* Exercise prompt: Report the lines of the material that carry the string "roads".

* Data records:
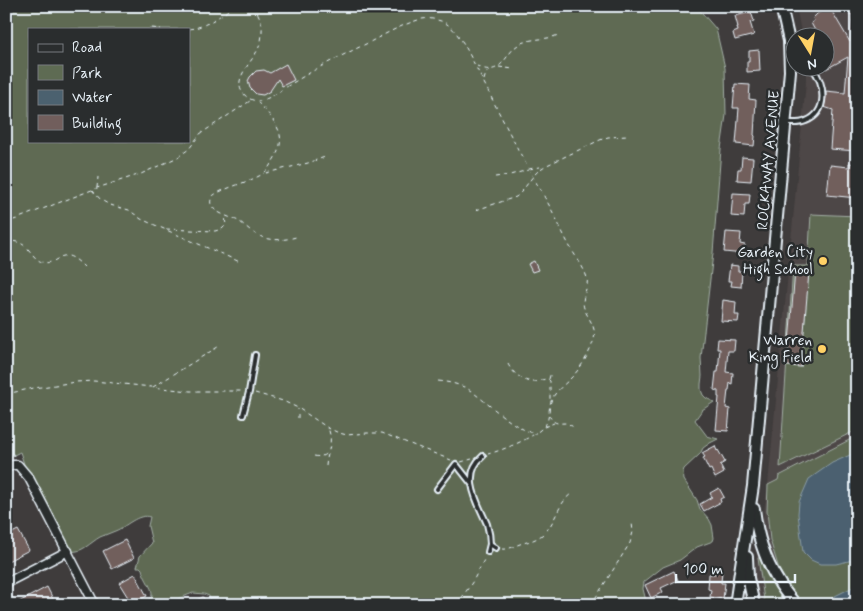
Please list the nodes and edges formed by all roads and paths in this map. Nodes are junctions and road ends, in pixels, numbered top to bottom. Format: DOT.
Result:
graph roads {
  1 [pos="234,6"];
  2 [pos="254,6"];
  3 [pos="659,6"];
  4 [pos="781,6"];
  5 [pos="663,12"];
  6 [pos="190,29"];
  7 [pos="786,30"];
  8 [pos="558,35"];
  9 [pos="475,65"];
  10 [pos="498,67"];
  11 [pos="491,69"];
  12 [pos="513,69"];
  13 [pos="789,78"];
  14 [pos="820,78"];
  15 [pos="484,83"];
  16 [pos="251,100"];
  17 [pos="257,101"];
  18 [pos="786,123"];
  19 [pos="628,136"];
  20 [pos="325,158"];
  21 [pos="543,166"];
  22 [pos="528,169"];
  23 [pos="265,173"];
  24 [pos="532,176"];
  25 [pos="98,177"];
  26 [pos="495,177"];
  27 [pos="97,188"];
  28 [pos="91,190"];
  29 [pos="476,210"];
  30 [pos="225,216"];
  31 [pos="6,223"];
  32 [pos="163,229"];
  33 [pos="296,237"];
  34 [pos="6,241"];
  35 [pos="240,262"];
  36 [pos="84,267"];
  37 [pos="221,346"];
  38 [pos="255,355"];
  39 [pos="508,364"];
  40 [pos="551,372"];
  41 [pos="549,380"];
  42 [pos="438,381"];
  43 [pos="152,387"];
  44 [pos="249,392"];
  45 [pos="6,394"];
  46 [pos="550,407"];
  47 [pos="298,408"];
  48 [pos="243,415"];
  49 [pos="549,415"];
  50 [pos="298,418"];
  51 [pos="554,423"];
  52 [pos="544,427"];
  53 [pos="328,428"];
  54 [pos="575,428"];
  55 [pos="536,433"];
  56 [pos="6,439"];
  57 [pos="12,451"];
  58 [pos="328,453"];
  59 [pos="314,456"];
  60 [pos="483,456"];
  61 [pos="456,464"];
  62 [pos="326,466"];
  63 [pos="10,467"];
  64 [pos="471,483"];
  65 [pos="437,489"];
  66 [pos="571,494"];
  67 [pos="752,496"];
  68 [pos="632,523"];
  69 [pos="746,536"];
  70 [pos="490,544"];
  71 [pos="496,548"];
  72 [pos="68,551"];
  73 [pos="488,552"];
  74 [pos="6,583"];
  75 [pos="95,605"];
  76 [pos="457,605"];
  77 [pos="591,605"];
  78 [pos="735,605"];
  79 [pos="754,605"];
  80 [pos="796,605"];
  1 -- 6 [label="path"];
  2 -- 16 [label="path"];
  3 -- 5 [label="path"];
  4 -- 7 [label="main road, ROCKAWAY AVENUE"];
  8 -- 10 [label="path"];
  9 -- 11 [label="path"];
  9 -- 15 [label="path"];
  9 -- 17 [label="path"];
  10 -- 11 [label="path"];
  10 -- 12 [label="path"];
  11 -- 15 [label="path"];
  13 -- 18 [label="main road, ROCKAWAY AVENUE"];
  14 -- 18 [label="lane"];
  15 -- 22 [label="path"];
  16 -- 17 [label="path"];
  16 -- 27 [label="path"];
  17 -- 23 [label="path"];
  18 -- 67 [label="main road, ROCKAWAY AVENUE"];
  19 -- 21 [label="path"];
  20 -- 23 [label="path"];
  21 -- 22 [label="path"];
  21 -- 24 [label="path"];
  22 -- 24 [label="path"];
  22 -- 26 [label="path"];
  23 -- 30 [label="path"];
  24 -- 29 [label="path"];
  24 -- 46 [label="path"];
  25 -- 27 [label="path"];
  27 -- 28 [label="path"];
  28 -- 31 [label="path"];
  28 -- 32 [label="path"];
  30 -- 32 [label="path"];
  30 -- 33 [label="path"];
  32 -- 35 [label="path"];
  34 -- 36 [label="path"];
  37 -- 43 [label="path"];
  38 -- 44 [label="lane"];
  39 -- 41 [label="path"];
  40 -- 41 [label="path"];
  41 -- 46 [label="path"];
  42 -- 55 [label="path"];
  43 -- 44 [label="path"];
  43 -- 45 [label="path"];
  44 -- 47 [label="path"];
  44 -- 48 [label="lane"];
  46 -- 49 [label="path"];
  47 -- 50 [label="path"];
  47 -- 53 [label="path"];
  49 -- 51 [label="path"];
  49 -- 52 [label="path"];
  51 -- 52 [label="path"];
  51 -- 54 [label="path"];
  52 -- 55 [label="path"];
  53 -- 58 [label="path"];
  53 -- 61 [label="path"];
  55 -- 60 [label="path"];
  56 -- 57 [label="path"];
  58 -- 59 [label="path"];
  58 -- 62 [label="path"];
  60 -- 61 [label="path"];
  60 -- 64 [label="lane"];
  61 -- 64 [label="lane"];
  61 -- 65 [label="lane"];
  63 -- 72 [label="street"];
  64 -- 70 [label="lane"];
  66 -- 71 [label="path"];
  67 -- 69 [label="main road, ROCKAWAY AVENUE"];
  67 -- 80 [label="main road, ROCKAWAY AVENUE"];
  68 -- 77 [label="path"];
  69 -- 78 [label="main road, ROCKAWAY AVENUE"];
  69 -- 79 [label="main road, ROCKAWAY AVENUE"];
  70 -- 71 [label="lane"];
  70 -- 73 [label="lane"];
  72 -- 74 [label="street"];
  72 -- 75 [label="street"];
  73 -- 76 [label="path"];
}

--

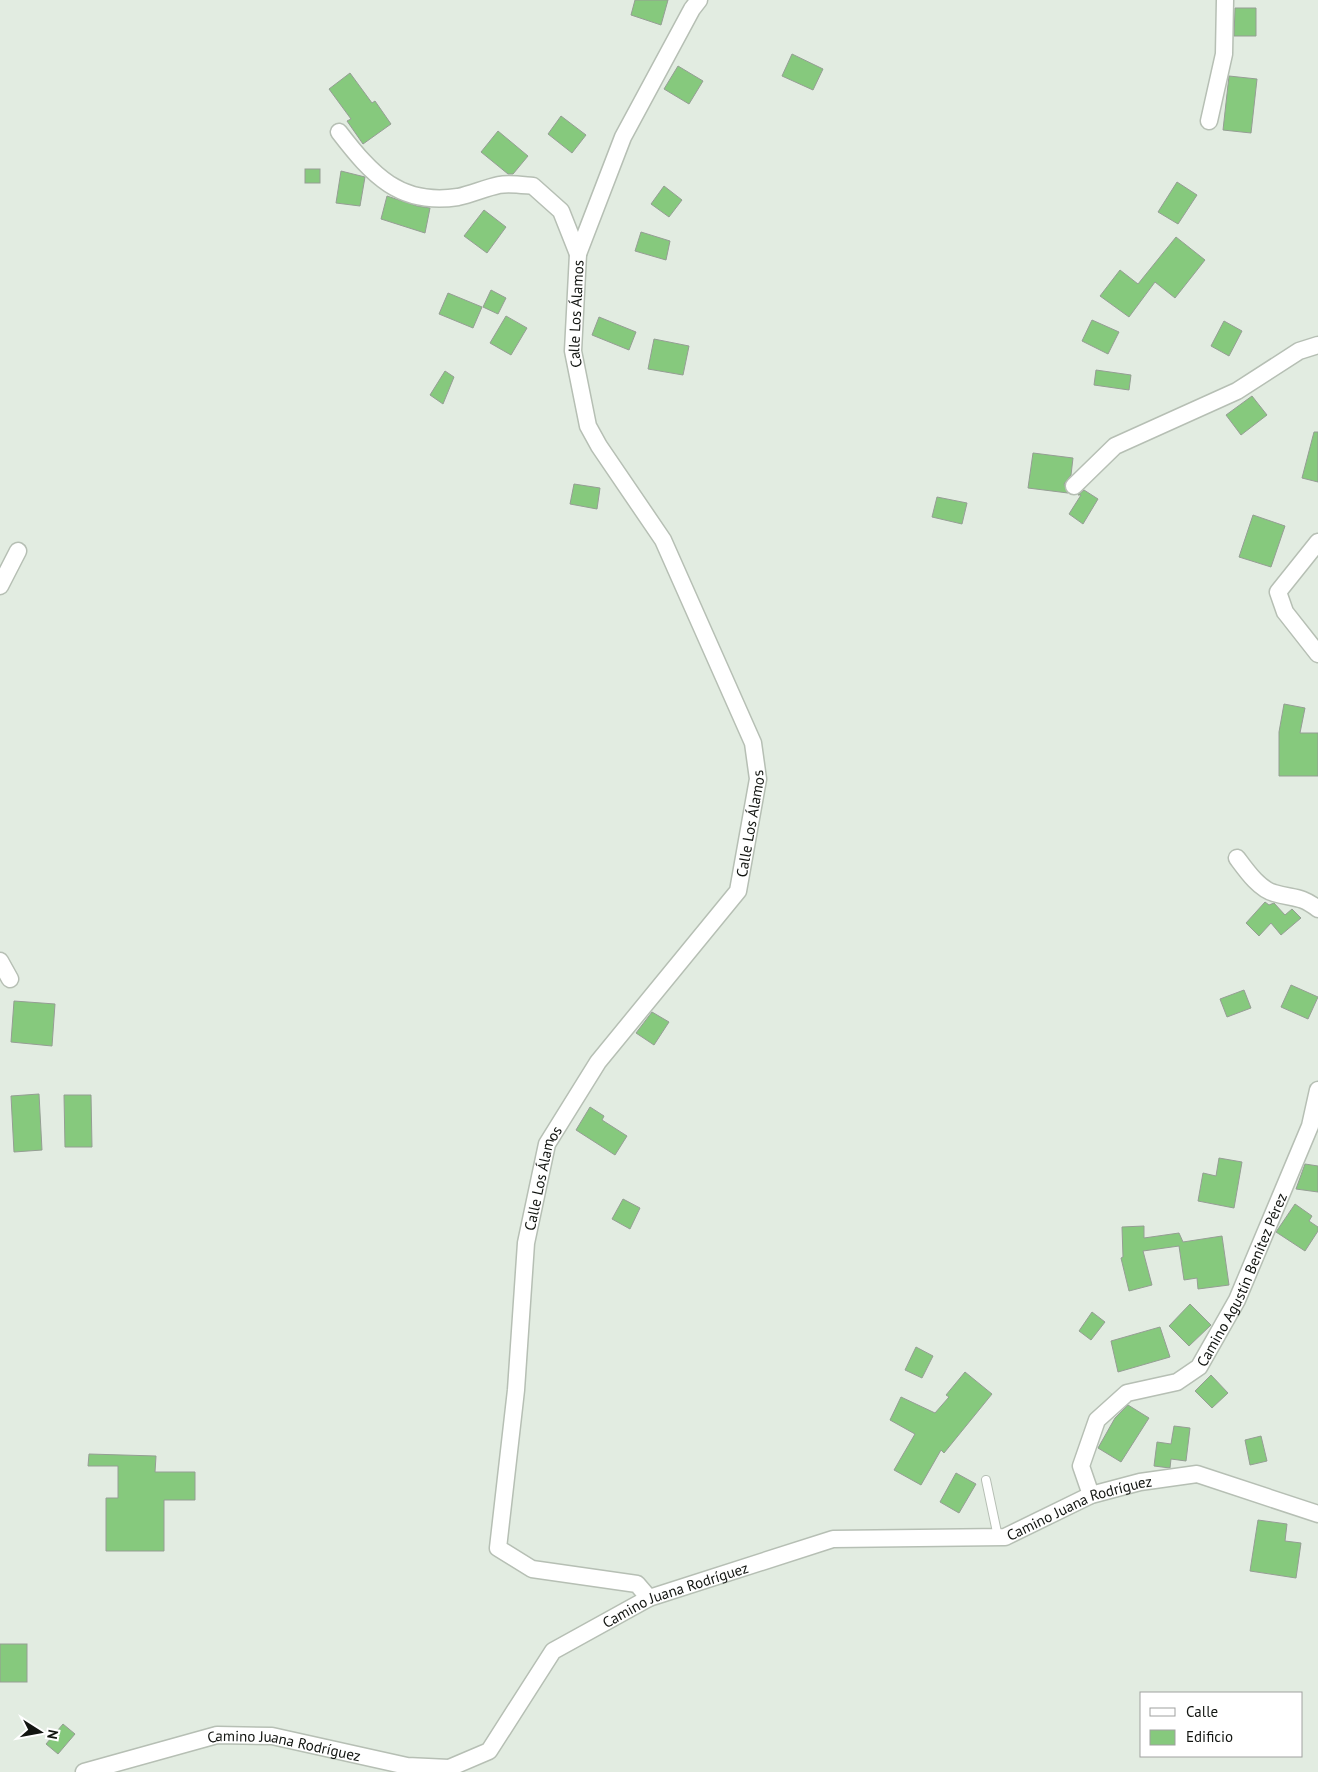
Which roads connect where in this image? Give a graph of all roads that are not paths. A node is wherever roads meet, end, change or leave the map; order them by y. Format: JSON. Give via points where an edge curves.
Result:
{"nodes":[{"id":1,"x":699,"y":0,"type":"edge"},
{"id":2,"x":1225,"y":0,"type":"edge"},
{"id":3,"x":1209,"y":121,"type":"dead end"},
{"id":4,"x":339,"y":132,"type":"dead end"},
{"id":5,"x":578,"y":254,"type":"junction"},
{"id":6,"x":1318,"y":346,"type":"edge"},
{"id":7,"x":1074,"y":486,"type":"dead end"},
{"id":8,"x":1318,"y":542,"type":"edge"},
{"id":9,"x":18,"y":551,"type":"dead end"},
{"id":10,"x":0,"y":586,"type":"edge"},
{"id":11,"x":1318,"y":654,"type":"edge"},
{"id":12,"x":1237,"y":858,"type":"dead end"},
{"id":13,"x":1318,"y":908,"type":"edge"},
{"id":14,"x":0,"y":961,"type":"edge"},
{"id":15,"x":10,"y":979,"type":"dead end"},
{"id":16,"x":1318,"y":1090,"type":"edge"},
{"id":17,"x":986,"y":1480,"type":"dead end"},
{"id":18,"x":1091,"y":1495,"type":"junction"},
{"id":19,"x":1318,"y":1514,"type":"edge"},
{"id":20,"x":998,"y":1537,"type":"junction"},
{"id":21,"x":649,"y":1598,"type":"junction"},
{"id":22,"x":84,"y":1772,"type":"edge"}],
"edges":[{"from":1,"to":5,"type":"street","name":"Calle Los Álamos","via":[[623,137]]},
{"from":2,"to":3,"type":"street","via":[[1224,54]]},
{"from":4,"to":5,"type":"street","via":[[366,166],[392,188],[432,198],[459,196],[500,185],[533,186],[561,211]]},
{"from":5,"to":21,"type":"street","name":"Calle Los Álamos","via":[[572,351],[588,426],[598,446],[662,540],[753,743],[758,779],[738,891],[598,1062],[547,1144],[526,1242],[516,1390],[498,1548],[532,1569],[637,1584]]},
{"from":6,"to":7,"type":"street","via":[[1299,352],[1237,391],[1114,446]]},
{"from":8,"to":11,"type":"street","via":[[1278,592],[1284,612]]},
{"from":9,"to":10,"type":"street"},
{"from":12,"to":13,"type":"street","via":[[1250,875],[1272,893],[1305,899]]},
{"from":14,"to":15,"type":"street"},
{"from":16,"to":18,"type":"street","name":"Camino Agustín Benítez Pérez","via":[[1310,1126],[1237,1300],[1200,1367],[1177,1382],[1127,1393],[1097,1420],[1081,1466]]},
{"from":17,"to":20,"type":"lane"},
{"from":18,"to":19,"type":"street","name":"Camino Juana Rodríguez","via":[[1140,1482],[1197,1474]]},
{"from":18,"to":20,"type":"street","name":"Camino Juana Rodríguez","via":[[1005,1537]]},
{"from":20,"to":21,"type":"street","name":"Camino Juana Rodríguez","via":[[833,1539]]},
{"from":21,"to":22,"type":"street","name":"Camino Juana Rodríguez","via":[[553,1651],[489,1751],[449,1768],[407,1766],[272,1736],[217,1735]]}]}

* Solution for this task:
Please list the nodes and edges formed by all roads and paths in this map. Nodes are junctions and road ends, in pixels, numbered top to bottom. Format: DOT.
graph roads {
Which roads connect where in this image? Give a graph of all roads that are not paths. A node is wherever roads meet, end, change or leave the map; order them by y. Format: JSON. Give via points where an edge curves.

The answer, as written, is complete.